Content/concepts goals for this activity

  • Use knowledge of STEM fields and exemplary sources of inquiry-based instructional models to adapt and teach engaging STEM lessons to elementary and middle school students.
  • Know and utilize the Engineering Design Process with emphasis on multiple iterations of improvement and utilizing peer feedback.

Higher order thinking skills goals for this activity

  • Write performance objectives and assessments aligned with state and national standards and design assessment strategies to provide feedback to the learners.
  • Design questions to facilitate student explanation of thinking and determine students' acquisition of knowledge and guide student learning. Understand the Engineering Design Process through Iterative review and the continuous cycle of its use in the integration of STEM lessons.

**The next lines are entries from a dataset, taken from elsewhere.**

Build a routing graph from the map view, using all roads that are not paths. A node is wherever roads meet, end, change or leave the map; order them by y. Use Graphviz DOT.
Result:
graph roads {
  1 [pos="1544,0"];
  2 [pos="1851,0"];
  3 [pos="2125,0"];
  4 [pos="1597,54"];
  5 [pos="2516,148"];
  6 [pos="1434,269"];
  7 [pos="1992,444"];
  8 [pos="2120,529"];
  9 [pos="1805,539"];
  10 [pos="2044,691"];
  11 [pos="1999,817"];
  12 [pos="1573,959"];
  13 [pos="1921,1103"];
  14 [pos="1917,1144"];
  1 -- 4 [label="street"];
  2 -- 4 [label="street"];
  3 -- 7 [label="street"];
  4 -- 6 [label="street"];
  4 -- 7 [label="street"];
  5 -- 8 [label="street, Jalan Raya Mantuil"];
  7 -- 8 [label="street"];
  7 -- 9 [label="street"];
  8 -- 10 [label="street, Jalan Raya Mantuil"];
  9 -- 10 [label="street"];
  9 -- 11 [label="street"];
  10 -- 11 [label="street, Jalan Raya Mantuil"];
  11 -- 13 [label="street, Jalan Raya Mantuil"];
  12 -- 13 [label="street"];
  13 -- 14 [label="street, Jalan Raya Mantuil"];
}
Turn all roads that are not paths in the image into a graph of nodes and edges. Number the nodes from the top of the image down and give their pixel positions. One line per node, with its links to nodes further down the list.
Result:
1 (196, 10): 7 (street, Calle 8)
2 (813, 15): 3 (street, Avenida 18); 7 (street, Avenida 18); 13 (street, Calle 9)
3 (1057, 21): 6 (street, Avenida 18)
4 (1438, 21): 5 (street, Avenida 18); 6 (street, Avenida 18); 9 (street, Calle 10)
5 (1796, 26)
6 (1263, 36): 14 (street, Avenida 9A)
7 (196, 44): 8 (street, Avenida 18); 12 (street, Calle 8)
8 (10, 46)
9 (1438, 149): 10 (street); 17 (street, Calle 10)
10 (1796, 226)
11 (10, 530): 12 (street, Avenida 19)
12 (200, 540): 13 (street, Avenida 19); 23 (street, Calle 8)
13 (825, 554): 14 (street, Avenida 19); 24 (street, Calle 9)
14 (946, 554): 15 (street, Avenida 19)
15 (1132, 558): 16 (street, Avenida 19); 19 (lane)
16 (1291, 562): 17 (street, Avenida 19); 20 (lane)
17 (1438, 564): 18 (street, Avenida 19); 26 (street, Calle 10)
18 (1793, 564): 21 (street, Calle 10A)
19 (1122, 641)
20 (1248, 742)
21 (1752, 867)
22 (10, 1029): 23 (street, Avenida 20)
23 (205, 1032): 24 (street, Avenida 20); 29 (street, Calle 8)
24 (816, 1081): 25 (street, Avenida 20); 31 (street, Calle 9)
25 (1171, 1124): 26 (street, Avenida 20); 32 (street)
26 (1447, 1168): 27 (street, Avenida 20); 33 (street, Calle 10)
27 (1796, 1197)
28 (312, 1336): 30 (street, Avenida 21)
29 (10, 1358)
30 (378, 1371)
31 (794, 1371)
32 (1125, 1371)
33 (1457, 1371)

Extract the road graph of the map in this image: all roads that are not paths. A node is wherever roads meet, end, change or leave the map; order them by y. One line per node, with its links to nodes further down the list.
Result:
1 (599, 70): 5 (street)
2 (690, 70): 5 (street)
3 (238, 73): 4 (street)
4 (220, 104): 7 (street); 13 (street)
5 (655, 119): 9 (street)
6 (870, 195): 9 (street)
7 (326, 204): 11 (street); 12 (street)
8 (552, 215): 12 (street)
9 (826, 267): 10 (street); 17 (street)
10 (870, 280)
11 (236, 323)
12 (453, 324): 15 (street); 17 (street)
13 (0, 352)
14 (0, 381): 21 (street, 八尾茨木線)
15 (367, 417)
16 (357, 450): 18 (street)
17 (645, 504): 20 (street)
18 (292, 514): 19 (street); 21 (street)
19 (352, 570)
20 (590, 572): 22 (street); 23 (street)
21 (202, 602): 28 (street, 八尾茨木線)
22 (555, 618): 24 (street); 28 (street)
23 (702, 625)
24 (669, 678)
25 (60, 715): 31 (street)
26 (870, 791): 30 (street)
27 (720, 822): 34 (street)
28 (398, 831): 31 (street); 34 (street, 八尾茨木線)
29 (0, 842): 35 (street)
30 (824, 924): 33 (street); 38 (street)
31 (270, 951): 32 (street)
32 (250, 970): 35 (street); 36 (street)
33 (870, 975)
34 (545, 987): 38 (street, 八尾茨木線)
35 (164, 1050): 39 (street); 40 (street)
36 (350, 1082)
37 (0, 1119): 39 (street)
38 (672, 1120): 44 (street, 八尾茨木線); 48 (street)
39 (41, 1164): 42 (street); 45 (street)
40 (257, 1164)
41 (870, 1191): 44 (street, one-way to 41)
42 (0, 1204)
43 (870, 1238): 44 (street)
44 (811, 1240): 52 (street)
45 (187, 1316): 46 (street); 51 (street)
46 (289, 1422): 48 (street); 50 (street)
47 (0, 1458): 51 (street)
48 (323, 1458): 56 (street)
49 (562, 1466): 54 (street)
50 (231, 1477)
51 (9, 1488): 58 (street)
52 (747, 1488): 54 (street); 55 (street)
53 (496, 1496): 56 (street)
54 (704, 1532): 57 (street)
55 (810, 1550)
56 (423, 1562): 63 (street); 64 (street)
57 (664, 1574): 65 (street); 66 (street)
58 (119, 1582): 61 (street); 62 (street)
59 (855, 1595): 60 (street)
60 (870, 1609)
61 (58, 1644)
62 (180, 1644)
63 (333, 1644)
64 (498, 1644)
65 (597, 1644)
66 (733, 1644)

Other skills goals for this activity

  • Describe professional teaching/management practices based on effective research on daily procedures and behavioral expectations or guidelines (e.g., safe classroom, mutual respect, professional conduct and appearance, effective use of technology, etc.) and analyze the impact of effective classroom management strategies and a positive classroom environment on instructional methods.
  • Observe and reflect on plans for implementing a safe and effective learning environment for all students in a diverse and digital classroom.
  • View the learner as a future STEM professional

Description and Teaching Materials

The teacher will demo the lesson with pre-service teacher students using two lessons. The first lesson (Part 1) gives students a chance to refresh or build their knowledge/understanding of how a circuit works. The second lesson (Part 2) builds on the circuit knowledge to have students design an LED card using teacher examples and support. It emphasizes teacher candidates to teach and use the Engineering Design Process as a continuous iterative cycle for generating and testing solutions to any problem solving with students. The teacher candidates go through a checklist of the Engineering Design process a minimum of twice to guide the students in the process with regard to available time and student success. The result is also to build teacher candidate confidence so that they feel comfortable teaching this lesson to 4th and 5th graders in their field experience.
Students then take the lesson outline and fill in the parts of the lesson that are highlighted as they design a lesson for their guest teaches. This LED card lesson could be split into one or two lessons depending on the students' prior knowledge of the working circuits and how many cycles of the Engineering Design Process needs to be experienced for students to understand its focus for successful solutions in problem solving.

Files:

Teaching Notes and Tips

For inital background information students and instructors may want to utilize basic electrical circuit videos, or science lessons. Pre-Service teachers peer teach and recieve feedback from other students and faculty prior to teaching in the classroom. All lesson materials are reviewed for sequence of use and understanding of the iterative process.

Assessment

Exit tickets are supplied for each lesson. Each exit ticket has an outcome focusing on one of the following: initial circuit design, application of circuits, and Understanding of the Engineering Design Process.